Lead, Machine Learning Engineer

Employment type

Permanent Full-Time

Description & Requirements


We are proud to be consistently recognized as one of the world's best places to work, a champion of diversity and a model of social responsibility. We are a Glassdoor Best Place to Work, and we have maintained a spot in the top four since its founding in 2009. We believe that diversity, inclusion and collaboration are key to building extraordinary teams. We hire people with exceptional talents, abilities and potential, then create an environment where you can become the best version of yourself and thrive both professionally and personally.


Working alongside our generalist consultants, Bain's Advanced Analytics Group (AAG) helps clients across industries solve their biggest problems using our expertise in data science, customer insights, statistics, machine learning, data management, supply chain analytics and data engineering. Stationed in our global offices, AAG team members hold advanced degrees in computer science, engineering, AI, data science, physics, statistics, mathematics, and other quantitative disciplines, with backgrounds in a variety of fields including tech, data science, marketing analytics and academia.

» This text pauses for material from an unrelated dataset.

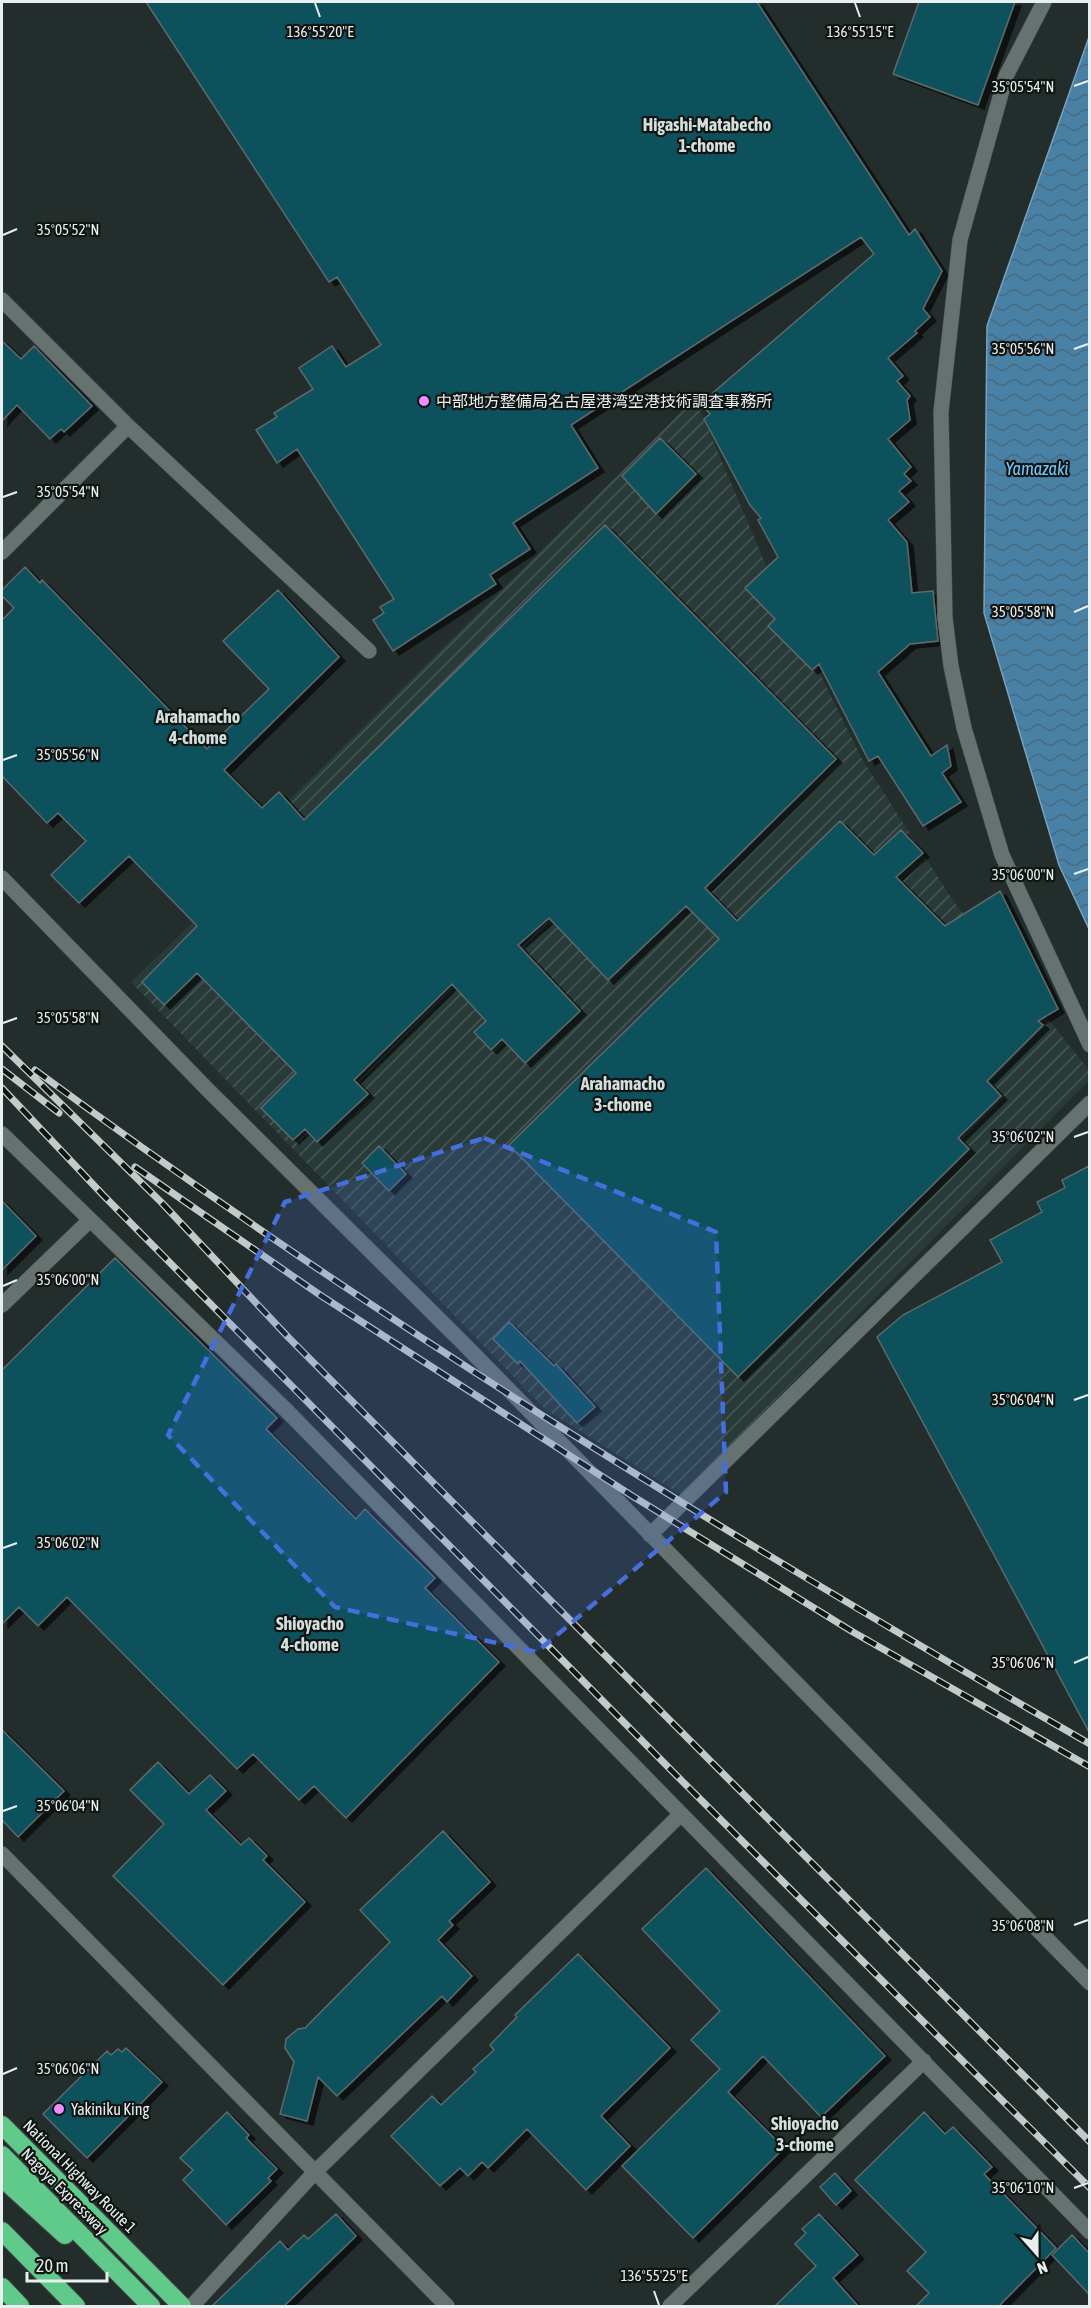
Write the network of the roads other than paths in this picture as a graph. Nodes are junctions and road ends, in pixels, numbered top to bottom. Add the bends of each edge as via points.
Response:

We are looking for someone who has:

  • 3-5 years of engineering experience 
  • Expert knowledge of Python and SQL 
  • Proficiency in one or more of R, Java, C++, Scala, Go, Julia. Familiarity with JavaScript Frameworks e.g. React, Vue is a plus. 
  • Track record of implementing statistical, machine learning and NLP models, deploying these and maintaining them in production environments 
  • Strong understanding of fundamental computer science concepts, particularly data structures, algorithms, automated testing, object-oriented programming, performance complexity, and implications of computer architecture on software performance 
  • Solid understanding of foundational concepts and algorithms in statistics and machine learning, including linear/logistic regression, SVM, random forest, boosting, neural networks, dimensionality reduction, reinforcement learning, etc. 
  • Experience with machine learning frameworks and tools (e.g. Pandas, numpy, scikit-learn, TensorFlow, Pytorch, Keras, Huggingface) 
  • Understanding of probabilistic programming techniques and associated tools (e.g. Pyro, Stan, Tensorflow Probability, PyMC3), Bayesian inference and MCMC methods 
  • Experience using, designing and developing microservices and associated APIs, with a thorough understanding of REST, GraphQL, gRPC 
  • Understanding of data security and privacy regulations, key topics in cybersecurity, authentication and authorization mechanisms (including cloud IAM) 
  • Experience with MLOps (scalable development to deployment of complex data science workflows) and associated tools, e.g. MLflow, Kubeflow 
  • Experience with containers, Docker and Git 
  • Experience working in accordance with DevSecOps principles, and familiarity with industry deployment best practices using CI/CD tools and infrastructure as code (Jenkins, Docker, Kubernetes, and Terraform) 
  • Experience with cloud platforms (e.g. AWS, GCP, Azure, Databricks, etc) and associated machine learning products, e.g. Amazon SageMaker, Azure ML 
  • Experience in big data technologies, e.g. Hadoop, BigQuery, MapReduce, Apache Spark  
  • Experience working according to agile principles 
  • Strong interpersonal and communication skills, including the ability to explain and discuss technicalities of ML algorithms and techniques with colleagues and clients from other disciplines 
  • Ability to work independently and juggle priorities to thrive in a fast paced and ambiguous environment, while also collaborating as part of a team in complex situations 



Bain & Company is a global consultancy that helps the world’s most ambitious change makers define the future. Across 65 cities in 40 countries, we work alongside our clients as one team with a shared ambition to achieve extraordinary results, outperform the competition, and redefine industries. We complement our tailored, integrated expertise with a vibrant ecosystem of digital innovators to deliver better, faster, and more enduring outcomes. Our 10-year commitment to invest more than $1 billion in pro bono services brings our talent, expertise, and insight to organizations tackling today’s urgent challenges in education, racial equity, social justice, economic development, and the environment. We earned a platinum rating from EcoVadis, the leading platform for environmental, social, and ethical performance ratings for global supply chains, putting us in the top 1% of all companies. Since our founding in 1973, we have measured our success by the success of our clients, and we proudly maintain the highest level of client advocacy in the industry.